Thousands join Budapest Pride march against anti-LGBTQ law

Demonstrators attend a protest against a law that bans LGBTQ content in schools and media at the Presidential Palace in Budapest, Hungary, June 16, 2021. REUTERS/Bernadett Szabo

Demonstrators attend a protest against a law that bans LGBTQ content in schools and media at the Presidential Palace in Budapest, Hungary, June 16, 2021. REUTERS/Bernadett Szabo

Summary

  • Hungarian law on LGBTQ issues triggers conflict with EU

  • PM Orban portrays law as fight to protect Christian values

  • Rally organisers say law seeks to intimidate LGBTQ people

  • U.S., British, German, other embassies back Pride Festival

Thousands of Hungarians joined the annual Budapest Pride march on Saturday to support LGBTQ people and protest against a law that limits teaching about homosexuality and transgender issues in schools.

Hungary's nationalist Prime Minister Viktor Orban, in power since 2010, has introduced social policies that he says aim to safeguard traditional Christian values from Western liberalism, stoking tensions with the European Union.

The European Commission has launched legal action against Orban's government over the new law, which came into force this month, saying it is discriminatory and contravenes European values of tolerance and individual freedom. 

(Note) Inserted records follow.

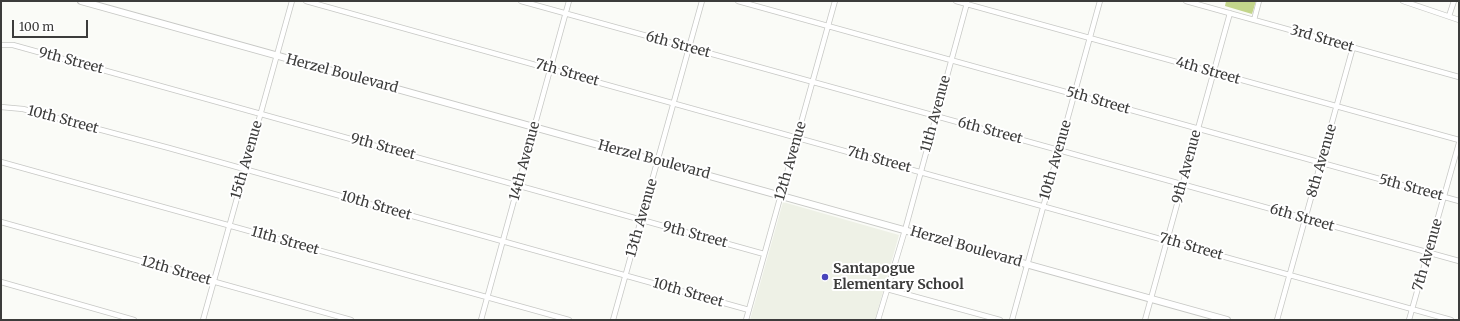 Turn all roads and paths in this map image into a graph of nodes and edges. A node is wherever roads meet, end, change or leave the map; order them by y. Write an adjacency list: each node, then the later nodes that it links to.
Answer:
1 (81, 1): 26 (street, Herzel Boulevard)
2 (292, 1): 26 (street, 15th Avenue)
3 (306, 1): 28 (street, 7th Street)
4 (521, 1): 16 (street, 6th Street)
5 (569, 1): 16 (street, 14th Avenue)
6 (702, 1): 25 (street, 13th Avenue)
7 (738, 1): 21 (street, 5th Street)
8 (835, 1): 21 (street, 12th Avenue)
9 (956, 1): 15 (street, 4th Street)
10 (1100, 1): 22 (street, 10th Avenue)
11 (1186, 1): 17 (street, 3rd Street)
12 (1260, 1): 19 (street)
13 (1403, 1): 18 (street)
14 (1454, 1): 18 (street)
15 (967, 2): 22 (street, 4th Street); 27 (street, 11th Avenue)
16 (566, 13): 25 (street, 6th Street); 28 (street, 14th Avenue)
17 (1230, 13): 19 (street, 3rd Street); 29 (street, 9th Avenue)
18 (1449, 16): 20 (street)
19 (1254, 20): 24 (street, 3rd Street)
20 (1459, 20)
21 (828, 26): 27 (street, 5th Street); 31 (street, 12th Avenue)
22 (1090, 38): 29 (street, 4th Street); 32 (street, 10th Avenue)
23 (1, 45): 36 (street, 9th Street)
24 (1353, 47): 30 (street, 3rd Street); 34 (street, 8th Avenue)
25 (689, 48): 31 (street, 6th Street); 33 (street, 13th Avenue)
26 (276, 56): 36 (street, 15th Avenue); 38 (street, Herzel Boulevard)
27 (951, 60): 32 (street, 5th Street); 37 (street, 11th Avenue)
28 (550, 69): 33 (street, 7th Street); 38 (street, 14th Avenue)
29 (1213, 72): 34 (street, 4th Street); 39 (street, 9th Avenue)
30 (1459, 77)
31 (813, 81): 37 (street, 6th Street); 40 (street, 12th Avenue)
32 (1074, 94): 39 (street, 5th Street); 42 (street, 10th Avenue)
33 (674, 103): 40 (street, 7th Street); 43 (street, 13th Avenue)
34 (1337, 106): 41 (street, 4th Street); 45 (street, 8th Avenue)
35 (1, 107): 46 (street, 10th Street)
36 (260, 114): 46 (street, 15th Avenue); 49 (street, 9th Street)
37 (936, 116): 42 (street, 6th Street); 47 (street, 11th Avenue)
38 (534, 128): 43 (street, Herzel Boulevard); 49 (street, 14th Avenue)
39 (1198, 128): 45 (street, 5th Street); 48 (street, 9th Avenue)
40 (797, 138): 47 (street, 7th Street); 50 (street, 12th Avenue)
41 (1459, 142): 51 (street, 7th Avenue)
42 (1059, 150): 48 (street, 6th Street); 53 (street, 10th Avenue)
43 (658, 161): 50 (street, Herzel Boulevard); 55 (street, 13th Avenue)
44 (1, 162): 57 (street, 11th Street)
45 (1321, 164): 51 (street, 5th Street); 54 (street, 8th Avenue)
46 (245, 169): 57 (street, 15th Avenue); 60 (street, 10th Street)
47 (920, 172): 53 (street, 7th Street); 58 (street, 11th Avenue)
48 (1182, 184): 54 (street, 6th Street); 59 (street, 9th Avenue)
49 (518, 185): 55 (street, 9th Street); 60 (street, 14th Avenue)
50 (781, 195): 58 (street, Herzel Boulevard); 62 (street, 12th Avenue)
51 (1444, 197): 52 (street, 5th Street); 61 (street, 7th Avenue)
52 (1459, 201)
53 (1043, 206): 59 (street, 7th Street); 64 (street, 10th Avenue)
54 (1305, 219): 61 (street, 6th Street); 65 (street, 8th Avenue)
55 (641, 220): 62 (street, 9th Street); 66 (street, 13th Avenue)
56 (1, 222): 67 (street, 12th Street)
57 (229, 226): 67 (street, 15th Avenue); 70 (street, 11th Street)
58 (905, 230): 64 (street, Herzel Boulevard); 69 (street, 11th Avenue)
59 (1167, 240): 65 (street, 7th Street); 71 (street, 9th Avenue)
60 (502, 241): 66 (street, 10th Street); 70 (street, 14th Avenue)
61 (1428, 253): 63 (street, 6th Street); 72 (street, 7th Avenue)
62 (764, 254): 73 (street, 12th Avenue)
63 (1459, 261)
64 (1027, 264): 71 (street, Herzel Boulevard); 83 (street, 10th Avenue)
65 (1290, 275): 72 (street, 7th Street); 86 (street, 8th Avenue)
66 (626, 276): 73 (street, 10th Street); 79 (street, 13th Avenue)
67 (214, 281): 75 (street, 15th Avenue); 76 (street, 12th Street)
68 (1, 282): 74 (street)
69 (887, 289): 81 (street, 11th Avenue); 82 (street)
70 (487, 298): 77 (street, 14th Avenue); 78 (street, 11th Street)
71 (1151, 299): 84 (street, 9th Avenue); 85 (street, Herzel Boulevard)
72 (1412, 309): 87 (street, 7th Avenue); 88 (street, 7th Street)
73 (749, 310): 80 (street, 12th Avenue)
74 (134, 320)
75 (203, 320)
76 (351, 320)
77 (481, 320)
78 (569, 320)
79 (613, 320)
80 (746, 320)
81 (878, 320)
82 (1000, 320)
83 (1012, 320)
84 (1145, 320)
85 (1227, 320)
86 (1277, 320)
87 (1409, 320)
88 (1452, 320)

Demonstrators at the march through the streets of central Budapest said the legislation was dividing the former Soviet-bloc nation and now a member of the European Union.

"The law is an outrage. We live in the 21st century, when things like that should not be happening. We are no longer in communist times, this is the EU and everyone should be able to live freely," Istvan, 27, said at the march with his boyfriend.

Orban's Fidesz-Christian Democrat government, which faces a tough election next year, says LGBTQ rights and other such social issues are matters for national governments to decide. It says the law aims to protect children not target homosexuals.

Organisers said in a statement the rally would show opposition to "power-hungry politicians" and reject intimidation of LGBTQ people.

"Instead of protecting minorities, the Fidesz-Christian Democrat government is using laws to make members of the LGBTQ community outcasts in their own country," they said.

Orban owes some of his electoral success to a tough line on immigration. As that issue has receded from the political agenda, his focus has shifted to gender and sexuality issues.

Boglarka Balazs, a 25-year-old economist who joined the rally, said the legislation was a campaign tool. "This is nothing more than a diversion that tries to tear the country apart. It is a provocation because of the elections," she said.

A survey last month by the Ipsos polling organisation found that 46% of Hungarians supported same-sex marriage.

More than 40 embassies and foreign cultural institutions in Hungary issued a statement backing the Budapest Pride Festival.

"We encourage steps in every country to ensure the equality and dignity of all human beings irrespective of their sexual orientation or gender identity," wrote the signatories, including the U.S., British and German embassies.

Balint Berta, 29, who works at a clothing retailer, said the legislation was creating artificial tensions in society. "The more politics incites this, society will turn around and people will turn against one another after a while," he said.